In questo caso l'autore del tema potrà usare il valore restituito per gestire alcune scelte a livello di codice CSS o JavaScript:

$anim_type = my_slideshow_get_animation_type();
if( $anim_type == 'fade' ):
    // Codice
else:
    // Codice
endif;

Le costanti

Il nostro plugin può anche operare tenendo presente le preferenze espresse dall'autore del tema sotto forma di costanti PHP definite nel file functions.php del tema. Dato che le costanti PHP sono immutabili e non possono essere ridefinite, pena un "errore fatale", dobbiamo prima verificare che l'autore del tema le abbia dichiarate:

if( defined( 'MY_SLIDESHOW_NO_PLUGIN_CSS' ) ) {
    if( MY_SLIDESHOW_NO_PLUGIN_CSS ) {
        // Non carichiamo i nostri stili CSS
    } else {
       // Carichiamo i nostri stili CSS
    }
} else {
    // Default
}

In questo caso se la costante MY_SLIDESHOW_NO_PLUGIN_CSS è stata impostata su true non andremo a caricare i nostri stili CSS ma lasceremo all'autore il compito di definire il layout dello slideshow.

Le action

Alla base delle action personalizzate ci sono due funzioni di WordPress:

  1. add_action();
  2. do_action().

Leggendo la documentazione appare chiaro il motivo per cui abbiamo affrontato le funzioni come primo argomento di questo capitolo: le action personalizzate non sono altro che funzioni che vengono registrate in WordPress tramite add_action() e che poi possono essere eseguite nei temi con la funzione do_action().

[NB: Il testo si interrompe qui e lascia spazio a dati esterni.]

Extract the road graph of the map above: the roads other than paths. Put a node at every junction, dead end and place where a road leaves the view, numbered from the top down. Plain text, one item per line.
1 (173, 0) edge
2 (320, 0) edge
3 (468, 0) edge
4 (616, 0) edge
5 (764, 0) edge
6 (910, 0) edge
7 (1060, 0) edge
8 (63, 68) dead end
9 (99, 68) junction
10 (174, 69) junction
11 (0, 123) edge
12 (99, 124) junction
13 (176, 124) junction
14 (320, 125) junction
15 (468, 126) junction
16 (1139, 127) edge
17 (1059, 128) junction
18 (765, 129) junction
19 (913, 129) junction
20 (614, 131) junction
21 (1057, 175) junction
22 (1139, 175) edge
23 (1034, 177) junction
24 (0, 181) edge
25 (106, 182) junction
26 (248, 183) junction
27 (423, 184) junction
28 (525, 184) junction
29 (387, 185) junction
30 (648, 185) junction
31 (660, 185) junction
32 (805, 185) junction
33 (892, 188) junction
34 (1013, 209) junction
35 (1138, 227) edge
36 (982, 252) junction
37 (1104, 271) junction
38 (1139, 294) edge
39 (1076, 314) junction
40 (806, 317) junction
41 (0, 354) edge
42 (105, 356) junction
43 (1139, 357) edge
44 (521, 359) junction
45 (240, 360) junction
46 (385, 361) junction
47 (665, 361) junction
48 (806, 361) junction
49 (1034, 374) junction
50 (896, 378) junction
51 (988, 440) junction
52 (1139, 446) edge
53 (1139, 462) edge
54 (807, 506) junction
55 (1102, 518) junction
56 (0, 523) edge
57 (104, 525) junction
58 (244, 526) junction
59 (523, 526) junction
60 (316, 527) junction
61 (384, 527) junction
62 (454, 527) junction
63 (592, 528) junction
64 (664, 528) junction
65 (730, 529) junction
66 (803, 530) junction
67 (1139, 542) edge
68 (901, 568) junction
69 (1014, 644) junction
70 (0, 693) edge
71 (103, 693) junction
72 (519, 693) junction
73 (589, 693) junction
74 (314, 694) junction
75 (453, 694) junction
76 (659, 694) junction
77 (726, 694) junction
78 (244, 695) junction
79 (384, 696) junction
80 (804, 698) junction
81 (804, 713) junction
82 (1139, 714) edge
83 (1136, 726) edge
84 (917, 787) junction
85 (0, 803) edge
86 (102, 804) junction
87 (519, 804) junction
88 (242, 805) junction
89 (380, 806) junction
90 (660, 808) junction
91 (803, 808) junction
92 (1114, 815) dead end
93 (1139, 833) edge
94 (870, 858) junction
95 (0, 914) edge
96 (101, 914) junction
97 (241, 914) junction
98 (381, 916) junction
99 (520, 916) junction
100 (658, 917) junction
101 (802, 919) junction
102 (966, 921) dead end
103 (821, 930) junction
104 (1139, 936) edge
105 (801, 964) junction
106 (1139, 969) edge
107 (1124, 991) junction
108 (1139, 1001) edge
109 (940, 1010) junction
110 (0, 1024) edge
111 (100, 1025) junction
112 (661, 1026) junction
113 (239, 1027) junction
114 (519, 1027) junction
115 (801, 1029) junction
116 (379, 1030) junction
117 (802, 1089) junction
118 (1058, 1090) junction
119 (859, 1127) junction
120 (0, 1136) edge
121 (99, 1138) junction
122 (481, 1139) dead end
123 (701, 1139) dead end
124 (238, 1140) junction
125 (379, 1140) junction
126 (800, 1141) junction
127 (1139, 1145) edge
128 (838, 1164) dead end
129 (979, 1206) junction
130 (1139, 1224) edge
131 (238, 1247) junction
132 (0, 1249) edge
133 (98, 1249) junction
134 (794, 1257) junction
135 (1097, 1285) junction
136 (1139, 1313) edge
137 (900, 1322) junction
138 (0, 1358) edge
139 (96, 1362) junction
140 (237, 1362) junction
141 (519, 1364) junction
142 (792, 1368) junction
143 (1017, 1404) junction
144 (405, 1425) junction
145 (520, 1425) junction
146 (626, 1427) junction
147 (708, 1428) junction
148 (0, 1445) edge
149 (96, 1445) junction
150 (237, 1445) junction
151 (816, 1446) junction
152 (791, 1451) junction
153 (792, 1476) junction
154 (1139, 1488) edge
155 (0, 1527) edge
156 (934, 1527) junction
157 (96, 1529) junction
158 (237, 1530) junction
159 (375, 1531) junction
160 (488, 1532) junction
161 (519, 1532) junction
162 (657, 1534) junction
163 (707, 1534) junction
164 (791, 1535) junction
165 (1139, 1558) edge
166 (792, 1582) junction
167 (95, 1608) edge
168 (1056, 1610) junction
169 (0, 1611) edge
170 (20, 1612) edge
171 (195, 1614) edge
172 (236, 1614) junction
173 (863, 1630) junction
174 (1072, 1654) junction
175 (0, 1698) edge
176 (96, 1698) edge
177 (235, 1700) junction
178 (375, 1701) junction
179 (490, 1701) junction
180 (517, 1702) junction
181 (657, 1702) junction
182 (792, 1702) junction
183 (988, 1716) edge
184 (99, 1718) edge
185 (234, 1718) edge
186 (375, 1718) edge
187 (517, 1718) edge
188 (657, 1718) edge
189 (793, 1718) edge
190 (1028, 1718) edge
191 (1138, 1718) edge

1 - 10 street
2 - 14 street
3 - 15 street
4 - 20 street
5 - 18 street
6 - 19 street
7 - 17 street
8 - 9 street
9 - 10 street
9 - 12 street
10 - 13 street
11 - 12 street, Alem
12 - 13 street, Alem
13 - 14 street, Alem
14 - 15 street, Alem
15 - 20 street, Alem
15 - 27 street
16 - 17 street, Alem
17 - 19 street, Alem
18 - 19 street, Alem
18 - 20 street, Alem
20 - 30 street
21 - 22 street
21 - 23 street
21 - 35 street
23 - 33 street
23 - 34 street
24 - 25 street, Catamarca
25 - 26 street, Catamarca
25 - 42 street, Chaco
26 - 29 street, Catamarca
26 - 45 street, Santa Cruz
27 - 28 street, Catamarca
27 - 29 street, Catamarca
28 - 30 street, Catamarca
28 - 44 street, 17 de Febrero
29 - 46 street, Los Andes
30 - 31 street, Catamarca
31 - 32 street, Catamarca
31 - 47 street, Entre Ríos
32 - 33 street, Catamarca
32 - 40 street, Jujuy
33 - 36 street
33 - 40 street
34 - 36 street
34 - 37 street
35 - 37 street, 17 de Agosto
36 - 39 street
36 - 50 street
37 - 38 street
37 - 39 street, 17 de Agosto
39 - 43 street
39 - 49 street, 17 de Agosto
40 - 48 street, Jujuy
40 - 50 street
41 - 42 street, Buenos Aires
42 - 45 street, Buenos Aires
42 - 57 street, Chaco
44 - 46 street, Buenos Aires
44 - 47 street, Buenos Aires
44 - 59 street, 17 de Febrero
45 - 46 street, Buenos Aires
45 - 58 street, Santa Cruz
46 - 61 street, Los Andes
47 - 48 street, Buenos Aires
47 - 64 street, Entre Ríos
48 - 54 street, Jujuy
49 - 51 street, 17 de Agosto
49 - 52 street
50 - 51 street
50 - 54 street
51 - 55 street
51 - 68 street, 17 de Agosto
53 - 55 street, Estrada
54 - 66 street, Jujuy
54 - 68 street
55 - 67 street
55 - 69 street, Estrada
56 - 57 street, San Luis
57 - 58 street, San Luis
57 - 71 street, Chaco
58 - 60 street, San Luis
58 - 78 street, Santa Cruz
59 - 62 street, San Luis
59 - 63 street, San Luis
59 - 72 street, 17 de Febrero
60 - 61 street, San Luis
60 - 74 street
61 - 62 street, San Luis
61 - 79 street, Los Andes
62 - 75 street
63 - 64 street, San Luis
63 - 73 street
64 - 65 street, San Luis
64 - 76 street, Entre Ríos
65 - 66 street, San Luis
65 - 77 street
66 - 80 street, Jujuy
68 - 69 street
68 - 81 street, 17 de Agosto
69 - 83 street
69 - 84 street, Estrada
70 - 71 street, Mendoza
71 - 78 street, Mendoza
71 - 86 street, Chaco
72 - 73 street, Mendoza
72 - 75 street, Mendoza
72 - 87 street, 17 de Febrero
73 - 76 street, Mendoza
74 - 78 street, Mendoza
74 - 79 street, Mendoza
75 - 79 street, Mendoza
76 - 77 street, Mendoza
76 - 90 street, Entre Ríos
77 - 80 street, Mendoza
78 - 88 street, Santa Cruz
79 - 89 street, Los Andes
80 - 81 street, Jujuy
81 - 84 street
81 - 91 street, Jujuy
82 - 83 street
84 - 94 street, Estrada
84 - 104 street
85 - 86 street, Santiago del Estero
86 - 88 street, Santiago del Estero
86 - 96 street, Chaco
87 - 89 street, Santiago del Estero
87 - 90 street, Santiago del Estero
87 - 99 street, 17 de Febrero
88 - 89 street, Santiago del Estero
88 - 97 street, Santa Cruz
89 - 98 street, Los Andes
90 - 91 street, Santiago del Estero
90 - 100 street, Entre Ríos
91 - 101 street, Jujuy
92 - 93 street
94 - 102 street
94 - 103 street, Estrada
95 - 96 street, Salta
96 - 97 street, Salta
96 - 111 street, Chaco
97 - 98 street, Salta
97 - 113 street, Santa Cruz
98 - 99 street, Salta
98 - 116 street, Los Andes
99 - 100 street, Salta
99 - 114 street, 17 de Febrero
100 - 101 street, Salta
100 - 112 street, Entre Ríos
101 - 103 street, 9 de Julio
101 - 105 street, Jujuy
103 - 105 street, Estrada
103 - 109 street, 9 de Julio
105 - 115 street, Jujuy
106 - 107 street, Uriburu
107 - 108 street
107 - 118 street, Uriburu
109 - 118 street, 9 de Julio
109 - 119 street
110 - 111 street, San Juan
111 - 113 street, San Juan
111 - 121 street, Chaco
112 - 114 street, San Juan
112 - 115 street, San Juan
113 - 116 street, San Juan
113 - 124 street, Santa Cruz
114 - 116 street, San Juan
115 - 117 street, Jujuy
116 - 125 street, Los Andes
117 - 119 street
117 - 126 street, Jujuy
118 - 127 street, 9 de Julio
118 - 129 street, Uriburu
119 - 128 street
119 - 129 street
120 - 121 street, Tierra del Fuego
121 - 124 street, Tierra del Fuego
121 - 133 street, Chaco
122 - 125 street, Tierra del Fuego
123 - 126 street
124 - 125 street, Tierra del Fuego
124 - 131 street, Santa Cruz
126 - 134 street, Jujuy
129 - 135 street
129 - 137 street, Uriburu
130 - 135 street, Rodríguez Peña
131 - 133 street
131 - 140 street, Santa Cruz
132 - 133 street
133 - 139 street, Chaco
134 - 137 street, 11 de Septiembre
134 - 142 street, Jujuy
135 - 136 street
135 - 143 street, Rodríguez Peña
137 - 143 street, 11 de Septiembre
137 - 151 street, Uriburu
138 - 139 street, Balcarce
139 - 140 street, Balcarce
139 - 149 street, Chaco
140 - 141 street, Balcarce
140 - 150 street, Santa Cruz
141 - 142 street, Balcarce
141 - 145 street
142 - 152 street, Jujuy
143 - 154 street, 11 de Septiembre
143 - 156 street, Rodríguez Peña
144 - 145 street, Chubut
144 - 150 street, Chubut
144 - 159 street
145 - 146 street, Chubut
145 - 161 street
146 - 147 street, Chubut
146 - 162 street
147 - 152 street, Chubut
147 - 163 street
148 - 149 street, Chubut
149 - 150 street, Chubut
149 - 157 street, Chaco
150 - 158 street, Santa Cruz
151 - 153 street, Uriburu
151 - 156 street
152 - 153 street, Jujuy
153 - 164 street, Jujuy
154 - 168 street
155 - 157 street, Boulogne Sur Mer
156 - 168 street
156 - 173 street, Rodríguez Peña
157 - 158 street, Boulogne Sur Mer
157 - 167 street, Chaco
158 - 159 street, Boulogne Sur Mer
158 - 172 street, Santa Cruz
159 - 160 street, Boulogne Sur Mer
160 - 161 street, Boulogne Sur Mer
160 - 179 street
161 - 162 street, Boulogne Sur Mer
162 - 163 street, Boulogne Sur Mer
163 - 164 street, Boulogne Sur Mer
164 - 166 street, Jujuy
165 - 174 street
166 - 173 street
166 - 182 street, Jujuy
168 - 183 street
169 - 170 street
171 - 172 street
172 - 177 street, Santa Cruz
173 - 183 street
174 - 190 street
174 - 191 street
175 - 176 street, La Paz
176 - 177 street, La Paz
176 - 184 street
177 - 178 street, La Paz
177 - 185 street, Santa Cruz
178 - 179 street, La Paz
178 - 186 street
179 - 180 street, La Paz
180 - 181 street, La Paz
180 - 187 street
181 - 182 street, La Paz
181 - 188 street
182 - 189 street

Ritornando all'esempio della nostra funzione che visualizza uno slideshow, possiamo quindi ridefinirla come action:

add_action( 'slideshow_show', 'my_slideshow_show', 10, 2 );

La funzione accetta come sappiamo un argomento che però verrà delegato alla funzione do_action():

if( is_home() || is_front_page() ):
    do_action( 'slideshow_show', 'main' );
endif;

In questo modo l'autore del tema ha a disposizione uno strumento ancora più flessibile per interagire con il nostro plugin.